BBI YERLİ #71 | “Nasıl Derler Bilirsin”

BBI Yerli

Projenizin adı nedir?

Nasıl Derler Bilirsin

Projenizin başlangıç tarihi nedir?

28.06.2014

Hangi şehirde yaşıyorsunuz?

İstanbul

Projenizde yer alan müzisyenler ve diğer katkı sağlayanlar kimler?

Alper Altıntaş: Akustik gitar-Vokal
Ergin Kandemir: Elektrik gitar-Geri vokal
Naci Erdem Berkan: Bas gitar
Cüneyt Cenkci: Davul

Projenizde yer alan müzisyenlerin geçmişte veya devam eden başka projeleri var mı?

Ergin Kandemir: Teneke Trampet, Fötr Blues Band
Cüneyt Cenkci: Nihaband

Grubunuzun tarzı nedir?

Singer & Songwriter, Indie

Projenize benzer müzik grupları/müzisyenler?

Villagers, The Last Shadow Puppets, The Lumineers

Bugüne kadar nerelerde sahne aldınız?

Nasıl Derler Bilirsin olarak sahne programımız yeni oluşturuldu. Grup lansmanını önümüzdeki ay yapacak.
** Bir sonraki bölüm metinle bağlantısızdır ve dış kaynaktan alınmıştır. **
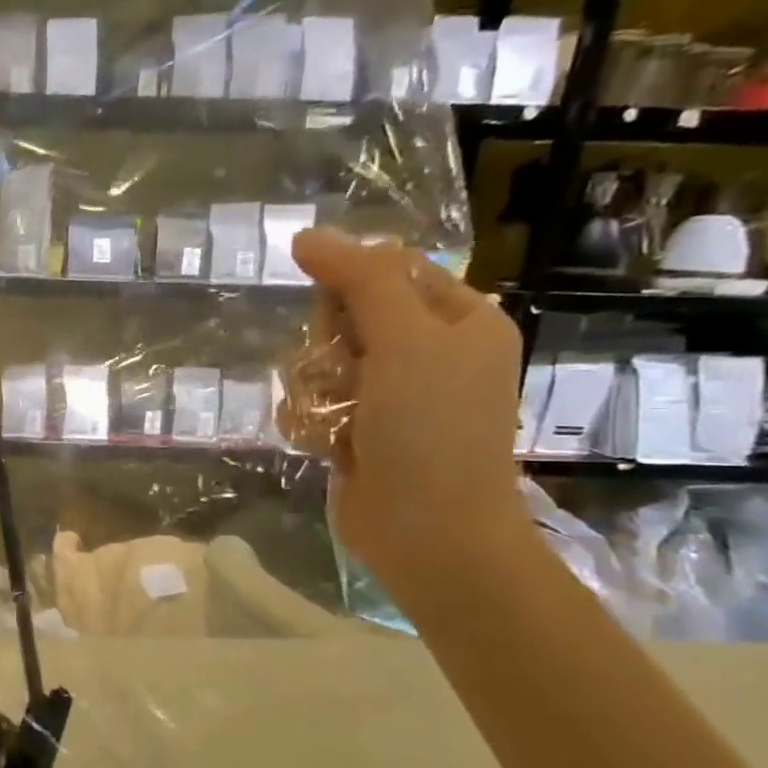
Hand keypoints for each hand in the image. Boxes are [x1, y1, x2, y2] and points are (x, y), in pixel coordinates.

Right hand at [288, 229, 527, 592]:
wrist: (427, 531)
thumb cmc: (429, 429)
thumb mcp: (404, 341)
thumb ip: (358, 281)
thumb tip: (307, 235)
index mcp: (460, 320)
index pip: (388, 269)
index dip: (350, 284)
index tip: (333, 314)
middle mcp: (427, 352)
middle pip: (345, 314)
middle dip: (328, 343)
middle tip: (343, 372)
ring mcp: (389, 394)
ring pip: (319, 359)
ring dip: (314, 386)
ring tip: (333, 417)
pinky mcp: (356, 429)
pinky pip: (312, 400)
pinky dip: (309, 417)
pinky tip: (323, 441)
Beste grubu olduğumuz için öncelikle ürettiklerimizi paylaşmamız gerektiğini düşündük. İlk EP’miz 8 Mayıs 2018 tarihinde tüm dijital platformlarda yerini aldı. Fakat elbette ki gruptaki herkesin birçok sahne deneyimi var.

Sahne aldığınız mekanlarda “mental” olarak eksik veya doğru bulduğunuz şeyler nelerdi?

Eksiklikler: Özellikle giriş ücreti üzerinden anlaştığımız mekanlarda gerekli reklamın yapılmaması ya da çıkacak gruba/müzisyene göre bu reklamın büyük değişkenlik gösterebiliyor olması büyük bir sorun.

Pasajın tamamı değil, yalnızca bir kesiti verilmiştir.